Hack project for CSUA Hackathon Fall 2015.

Primary LanguageC++

ChessDetectorMoveFinder

Hack project for CSUA Hackathon Fall 2015.

Summary

In this project, we've developed a system that assists a player in a game of chess by utilizing an ASUS Prime sensor to detect a chess board and its game state. When it is the player's turn, the program will look up the best move and announce the recommended move. An additional applicaiton is that this can be used to help give advice to someone trying to learn how to play.

Method

This project was mainly broken up into 3 portions:

1. Detection and Vision of the chess board.

2. Search & Recommendation of the best move.
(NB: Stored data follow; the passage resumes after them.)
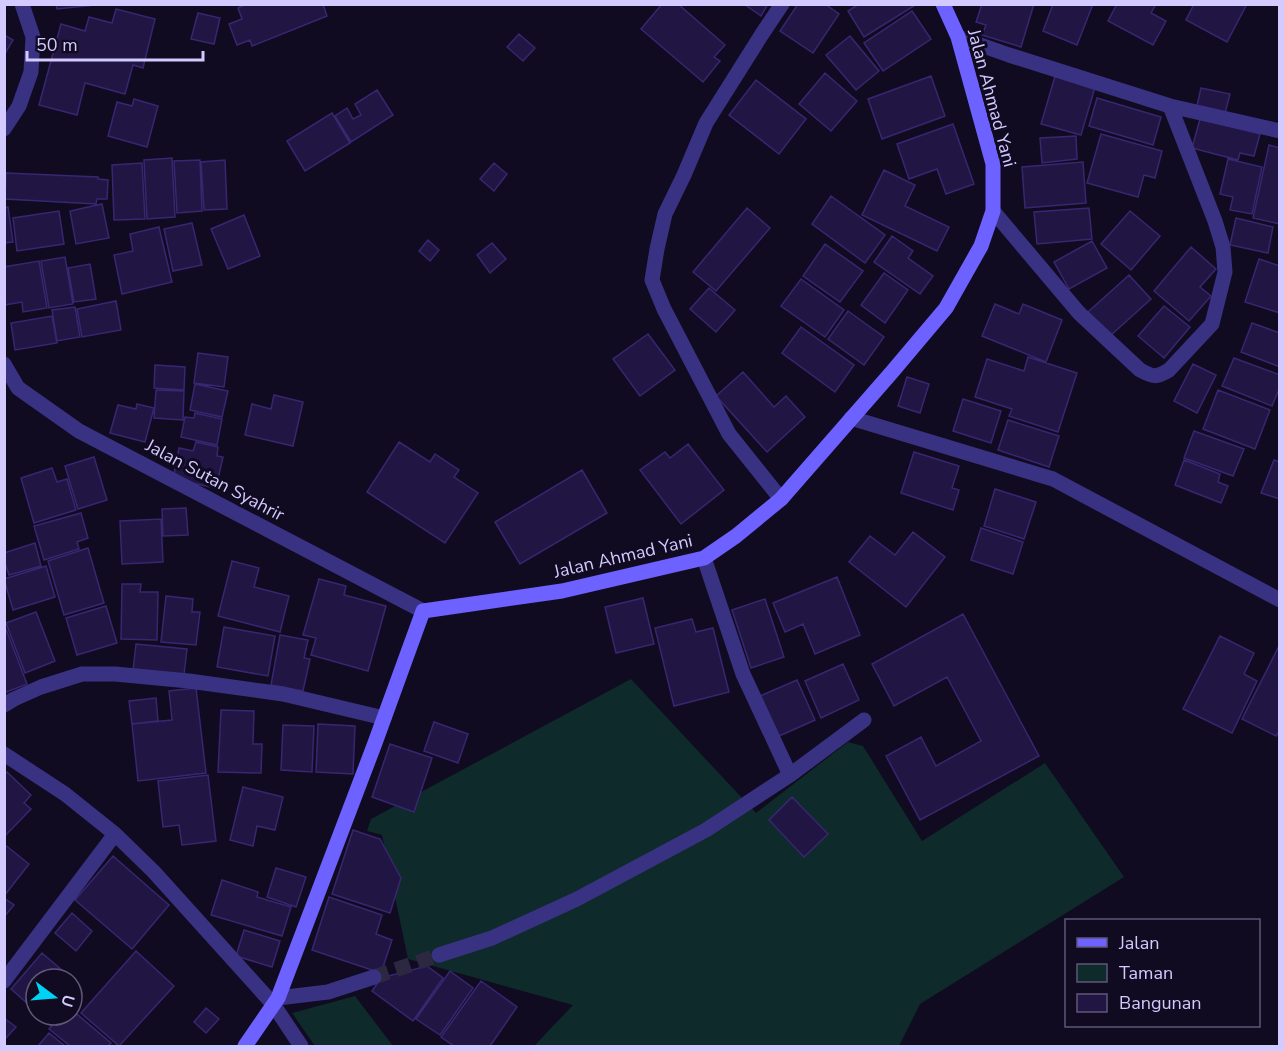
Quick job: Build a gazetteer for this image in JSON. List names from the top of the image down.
{
  "streets": {
    "street": ["Jalan Ahmad Yani", "Jalan Sutan Syahrir"]
  },
  "crossings": [
    ["Jalan Ahmad Yani", "Jalan Sutan Syahrir"]
  ],
  "legend": ["Jalan", "Taman", "Bangunan"],
  "scale_bar": "50 m",
  "north": "right"
}
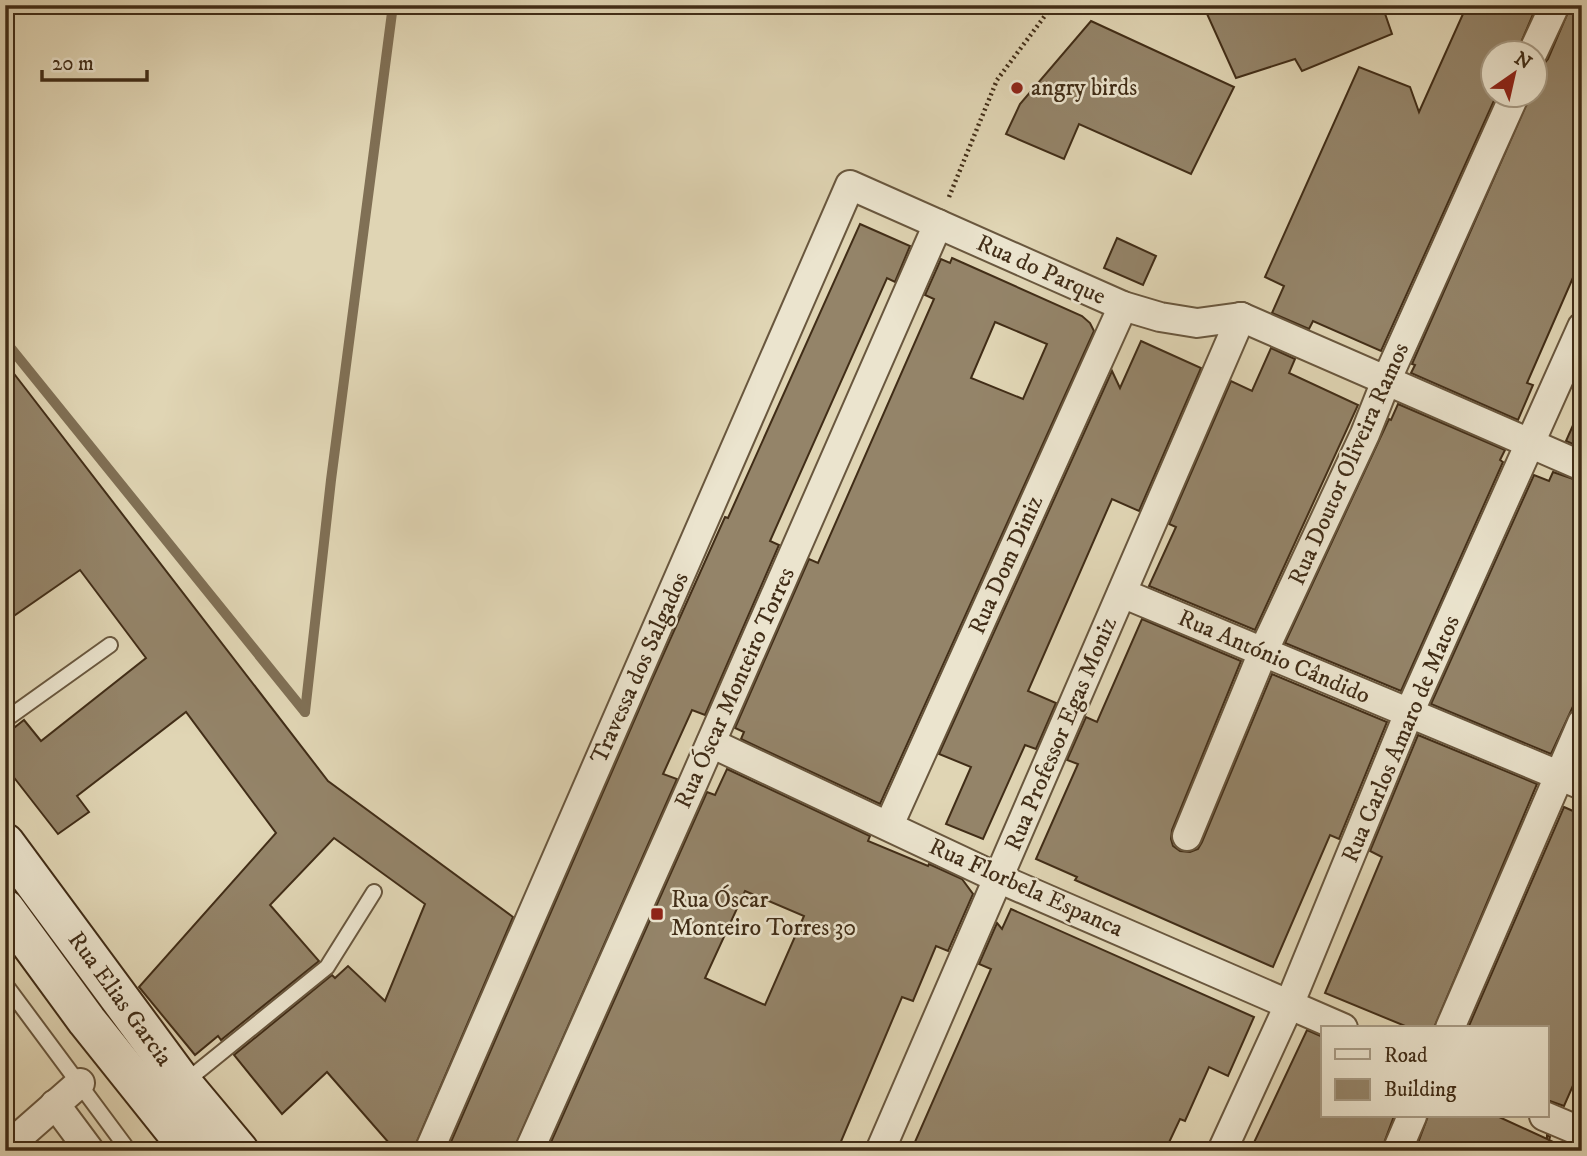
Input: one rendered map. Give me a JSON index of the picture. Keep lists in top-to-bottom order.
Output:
{
  "streets": {
    "main road": ["Rua Elias Garcia"],
    "street": [
      "Rua do Parque",
      "Rua Doutor Oliveira Ramos",
      "Rua Dom Diniz",
      "Rua António Cândido",
      "Travessa dos Salgados",
      "Rua Óscar Monteiro Torres",
      "Rua Professor Egas Moniz",
      "Rua Carlos Amaro de Matos",
      "Rua Florbela Espanca"
    ]
  },
  "crossings": [
    ["Rua do Parque", "Rua Dom Diniz"],
    ["Rua do Parque", "Travessa dos Salgados"],
    ["Rua do Parque", "Rua Óscar Monteiro Torres"],
    ["Rua do Parque", "Rua Professor Egas Moniz"],
    ["Rua Doutor Oliveira Ramos", "Rua António Cândido"],
    ["Rua Dom Diniz", "Rua Florbela Espanca"],
    ["Rua António Cândido", "Rua Professor Egas Moniz"],
    ["Rua António Cândido", "Rua Carlos Amaro de Matos"],
    ["Rua Óscar Monteiro Torres", "Rua Florbela Espanca"],
    ["Rua Professor Egas Moniz", "Rua Florbela Espanca"],
    ["Rua Carlos Amaro de Matos", "Rua Florbela Espanca"]
  ],
  "places": {
    "other": ["angry birds"],
    "transit": ["Rua Óscar Monteiro Torres 30"]
  },
  "legend": ["Road", "Building"],
  "scale_bar": "20 m",
  "north": "top right"
}
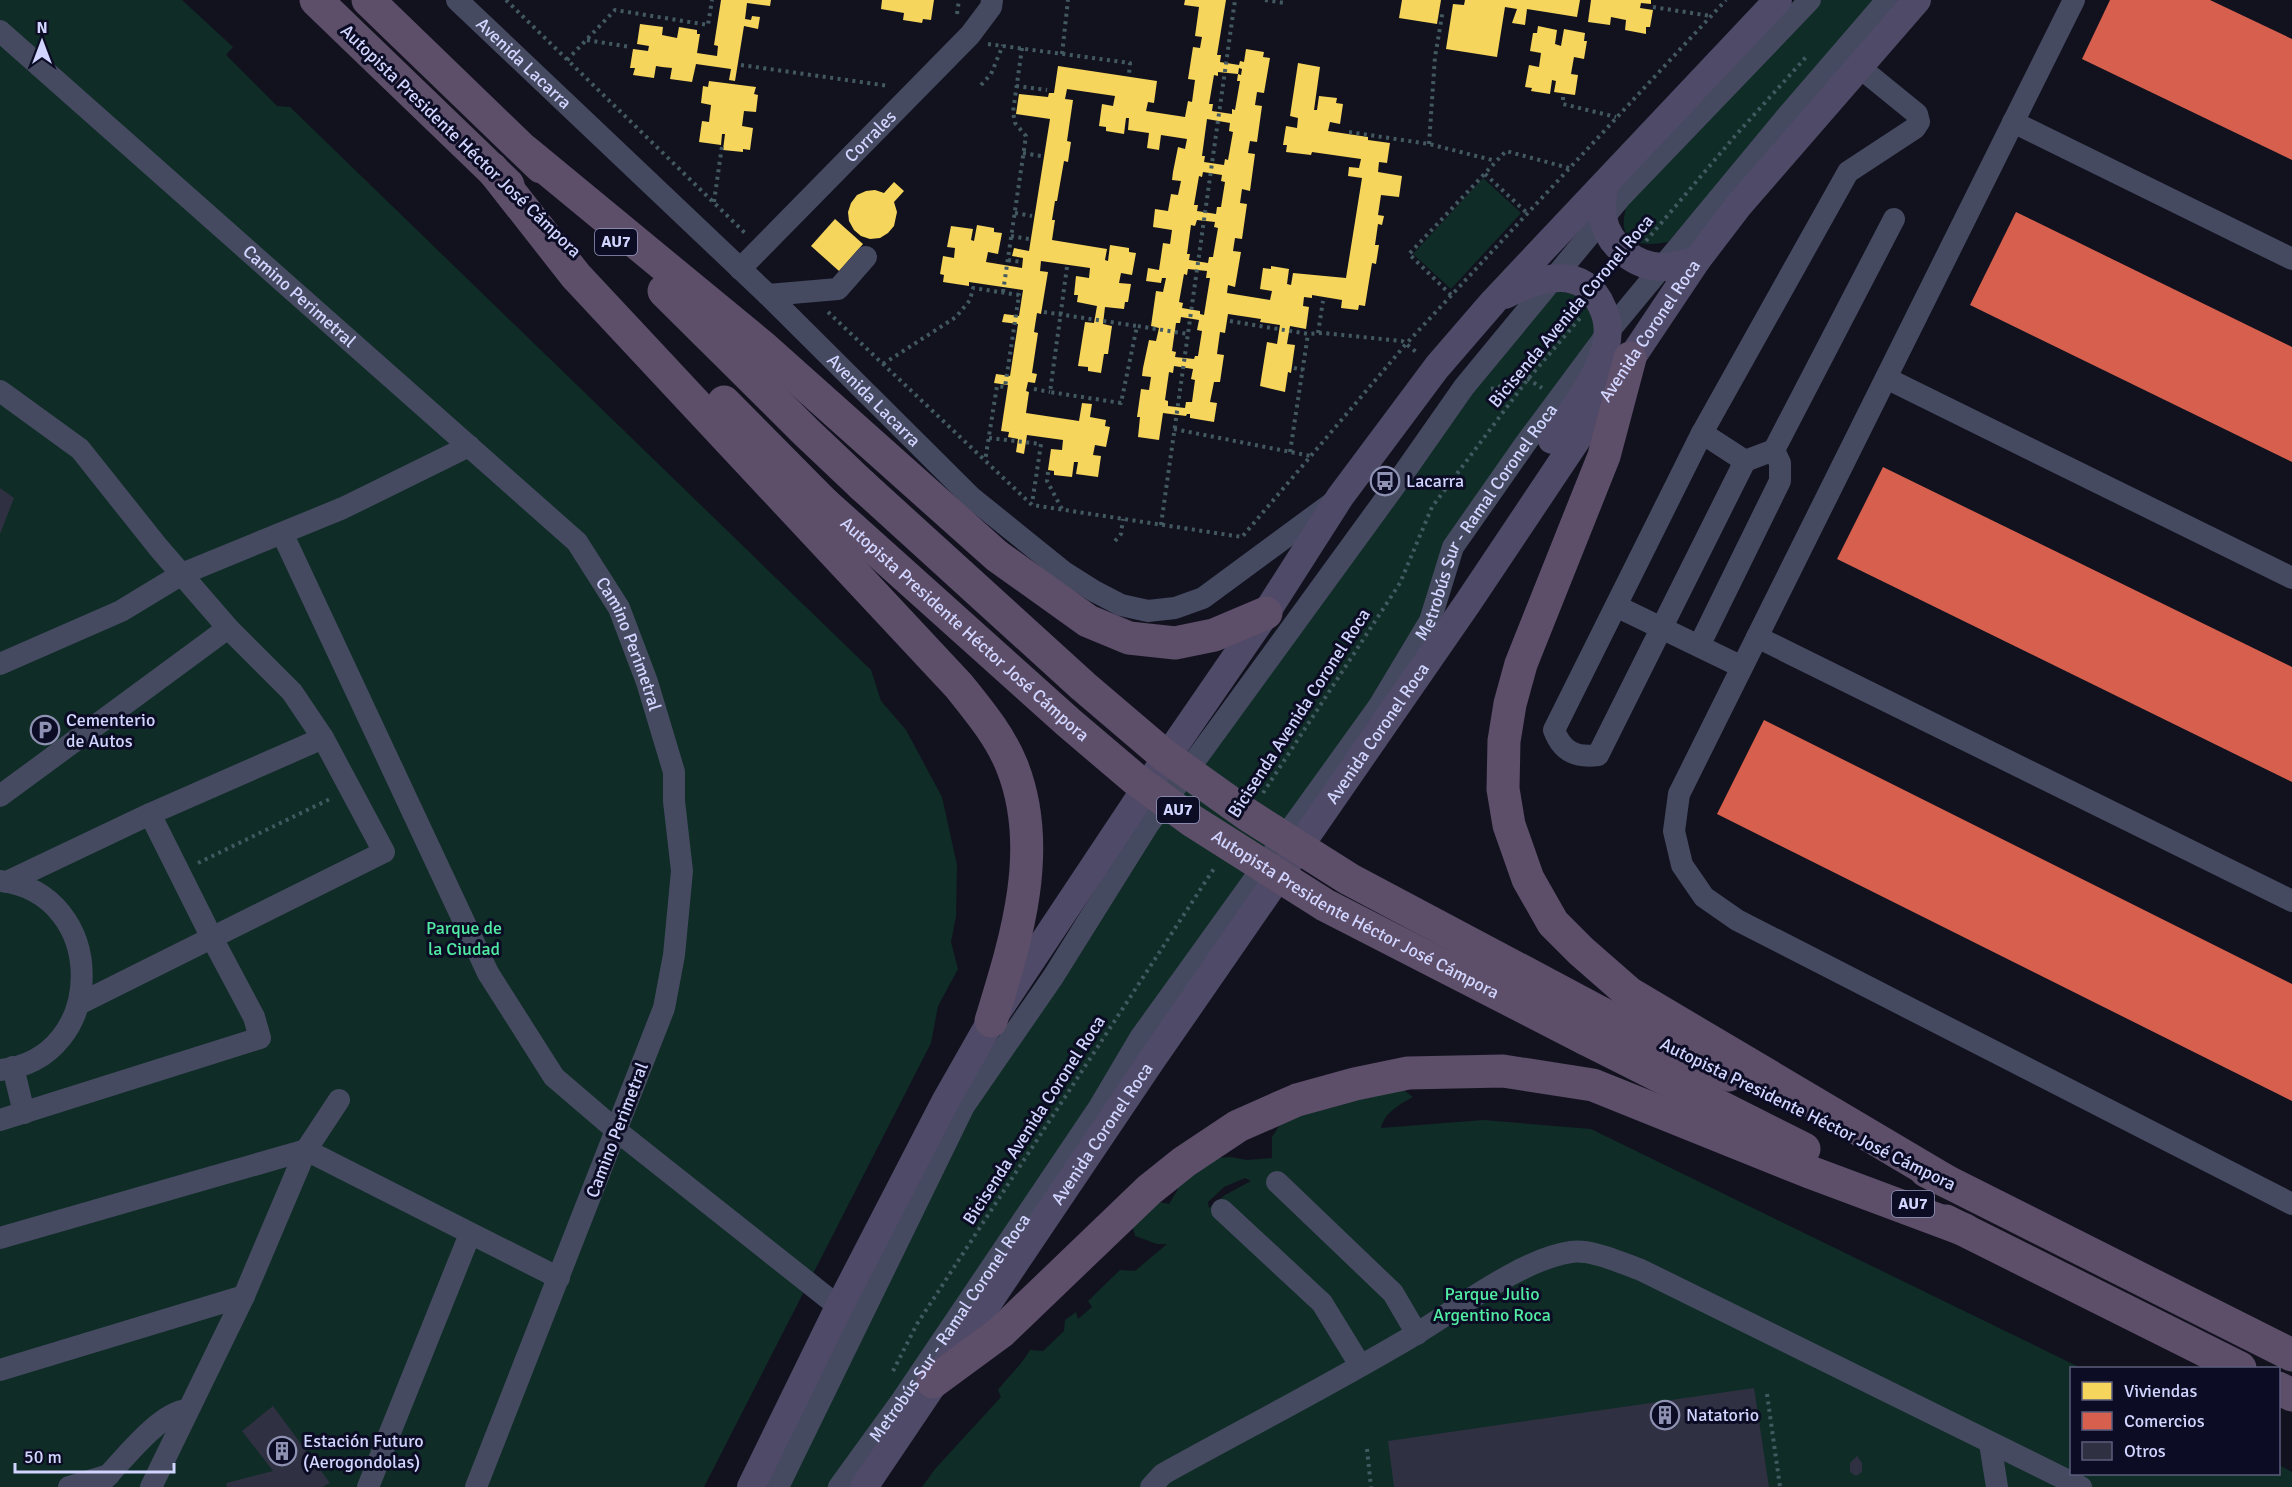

3. Translation of string and announcing it.

Vision

We used ROS (Robot Operating System) to interface the sensor with the computer The large majority of the code to detect the chess board is in detection.py, with helper functions unrotate.py. The vision portion of the project was the trickiest as we wanted our project to be invariant to many different factors such as rotation. A lot of image preprocessing was necessary in order to be able to appropriately detect location of pieces and give appropriate advice. We mainly used OpenCV2 to be able to handle these operations. This step consisted of setting up the sensor, polling for a new image every given interval and then performing operations that would identify pieces. We took advantage of image gradients in order to eventually find a bounding box, where we then could isolate the image and try to determine if squares contained a black or white piece.

Getting Best Move

An internal representation of the board state is then maintained to be able to track changes as we receive information from the vision portion of the code. We utilized an open source engine Stockfish to help make suggestions for the player. We also allowed two different modes where the program will either output the best move or it would output just a score, which would be based on the potential score the player could make if they made the "best move." In this way, a player would be encouraged to think about certain moves and understand the potential for certain shifts in the game.

Translation

Once the program has determined the appropriate move, we used pyttsx which is a Python library for text-to-speech. A player could then make moves and can just wait for the program to announce the best move rather than look at the computer screen to see what the best move is.